Patrons of the gift shop will notice immediately that all the stock has been carefully chosen to reflect the White Elephant theme: purchases are unnecessarily expensive whilst at the same time being utterly useless. Past favourites include: a Left Handed Spoon, made from wood with a carved elephant on the top (retailing at £27.99); an elephant-shaped, silver-plated Photo Frame with intricate metalwork that obscures most of the picture placed inside (£45.99); a cuddly Toy Elephant made with extremely rare white beaver fur (not vegan-friendly, child-friendly or fire-resistant; does not comply to British Safety Standards; RRP £950.00); and an elephant shaped Notebook, bound in genuine white elephant hide with an ivory pencil (RRP £600). (Editor: These items may be purchased online at The gift shop has had some slight refurbishment in recent years due to unsolicited arson attacks by various animal rights organisations, but we remain confident that it will endure its status as one of the Tower’s main attractions and that the newly opened White Elephant Tearoom at the back of the gift shop will continue to do a roaring trade in Jumbo Sausage Rolls, Elephant’s Foot pastries and Indian tea.
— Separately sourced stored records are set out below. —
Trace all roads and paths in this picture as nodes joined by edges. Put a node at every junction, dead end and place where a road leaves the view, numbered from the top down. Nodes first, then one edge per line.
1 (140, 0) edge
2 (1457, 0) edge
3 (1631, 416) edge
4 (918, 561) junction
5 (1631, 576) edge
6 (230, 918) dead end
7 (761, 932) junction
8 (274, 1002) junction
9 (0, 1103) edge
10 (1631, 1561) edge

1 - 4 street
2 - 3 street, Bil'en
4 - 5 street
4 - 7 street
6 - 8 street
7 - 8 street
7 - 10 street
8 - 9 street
If you would like to make a booking, please see our website for further details. Coach parties and children’s birthdays can only be accepted with six months’ notice. Terms and conditions apply. (Editor: Virtual tours are currently available, including our Children’s Party Pack which offers interactive handling of the online goods, using the VR goggles provided, a song for the birthday child by Rani, the white elephant (played by a well known actor), and a boxed birthday cake in the shape of an animal. (Due to high demand, we cannot guarantee that this animal will be an elephant, but previous customers have praised the anteater, armadillo and wombat cakes they received in the Party Pack.) Your child will also receive a special elephant shaped birthday card from Rani.) All major credit cards accepted.